Orka threw her seax at him. Guðvarr leaped backwards into the drengrs thick behind him and they all fell tumbling. The seax slammed into the doorpost, quivering. With a quick step forwards, Orka swept Vafri’s seax from her grasping fingers, the thrall’s hand falling away.

“Walk the soul road without a blade,” Orka snarled at the dying woman, then turned and ran at the window, hurling herself through into the darkness.

She landed on her shoulder, the soft ground breaking her fall, and rolled, managed to find her feet, a seax still in each fist, and ran. Shouts echoed out of Sigrún’s window, then the sound of someone scrambling through, dropping to the ground. Other voices sounded further away: drengrs using the mead hall doors.

Orka sprinted through an alley, spilled into a street, skidded, righted herself and ran left, then turned right, back into another alley. Lights were flaring as torches were lit, heads poking from doorways as the yelling of Jarl Sigrún’s drengrs woke the village.

Another street, figures stepping out of doorways, then another alley, and then Orka saw the glimmer of the fjord between buildings.

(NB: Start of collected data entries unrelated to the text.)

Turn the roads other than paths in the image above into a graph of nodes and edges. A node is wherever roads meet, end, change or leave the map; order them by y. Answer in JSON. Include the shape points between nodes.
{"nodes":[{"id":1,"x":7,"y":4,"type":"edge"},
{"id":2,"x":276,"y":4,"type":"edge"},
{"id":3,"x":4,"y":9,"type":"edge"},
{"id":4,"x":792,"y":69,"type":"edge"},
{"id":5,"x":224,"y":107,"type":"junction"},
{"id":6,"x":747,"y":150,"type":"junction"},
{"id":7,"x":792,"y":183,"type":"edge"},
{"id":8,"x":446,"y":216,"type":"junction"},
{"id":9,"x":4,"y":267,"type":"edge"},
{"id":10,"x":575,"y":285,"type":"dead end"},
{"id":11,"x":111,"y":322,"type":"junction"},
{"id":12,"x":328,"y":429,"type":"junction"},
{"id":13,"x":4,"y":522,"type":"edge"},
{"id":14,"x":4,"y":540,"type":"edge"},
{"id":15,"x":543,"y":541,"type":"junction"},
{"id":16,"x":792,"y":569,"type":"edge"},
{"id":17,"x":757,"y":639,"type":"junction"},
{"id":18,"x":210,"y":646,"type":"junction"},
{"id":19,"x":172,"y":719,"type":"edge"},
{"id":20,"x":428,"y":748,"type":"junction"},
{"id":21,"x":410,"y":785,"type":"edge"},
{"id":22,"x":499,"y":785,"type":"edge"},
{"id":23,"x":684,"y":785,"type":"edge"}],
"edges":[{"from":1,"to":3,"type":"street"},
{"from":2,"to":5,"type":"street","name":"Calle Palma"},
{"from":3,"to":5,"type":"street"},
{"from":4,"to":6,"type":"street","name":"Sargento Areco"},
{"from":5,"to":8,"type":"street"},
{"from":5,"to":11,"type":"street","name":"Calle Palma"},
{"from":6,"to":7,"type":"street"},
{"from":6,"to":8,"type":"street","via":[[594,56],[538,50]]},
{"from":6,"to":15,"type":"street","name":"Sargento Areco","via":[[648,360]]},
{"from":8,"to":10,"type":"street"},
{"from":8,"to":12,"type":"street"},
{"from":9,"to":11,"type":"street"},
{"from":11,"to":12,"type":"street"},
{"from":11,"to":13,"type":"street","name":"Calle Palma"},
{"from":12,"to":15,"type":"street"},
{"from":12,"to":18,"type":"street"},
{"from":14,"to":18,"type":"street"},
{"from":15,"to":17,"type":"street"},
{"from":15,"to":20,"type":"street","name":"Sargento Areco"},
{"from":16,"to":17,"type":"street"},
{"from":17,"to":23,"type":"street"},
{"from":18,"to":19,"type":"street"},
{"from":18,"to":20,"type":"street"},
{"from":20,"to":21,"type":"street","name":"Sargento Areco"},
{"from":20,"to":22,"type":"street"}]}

Horns blew out, loud and shrill, the village rippling to life.

Orka burst out of the alley into open ground, a gentle slope down to the fjord dotted with boats pulled up on to the beach, a small pier jutting out into the water. Orka’s feet slapped on timber as she ran, eyes searching, looking past the boats moored to the pier for Lif and Mord.

Then she saw them, both of the young men sitting on benches in their small fisher boat, oars ready. Orka ran harder, skidded on timber and leaped into the boat, where she fell in a heap.

“Row,” she gasped, pushing herself up. “Head south, for the sea.”

Mord and Lif dipped their oars without a word, Mord with a bloodstained bandage around his head.

Feet drummed on the pier; voices shouted at them. A spear hissed through the air, then disappeared with hardly a splash to Orka’s right. She saw Guðvarr on the pier, shouting insults, swearing vengeance, veins bursting in his neck. The boat picked up speed, cutting a silver-foamed wake as it took them into the darkness.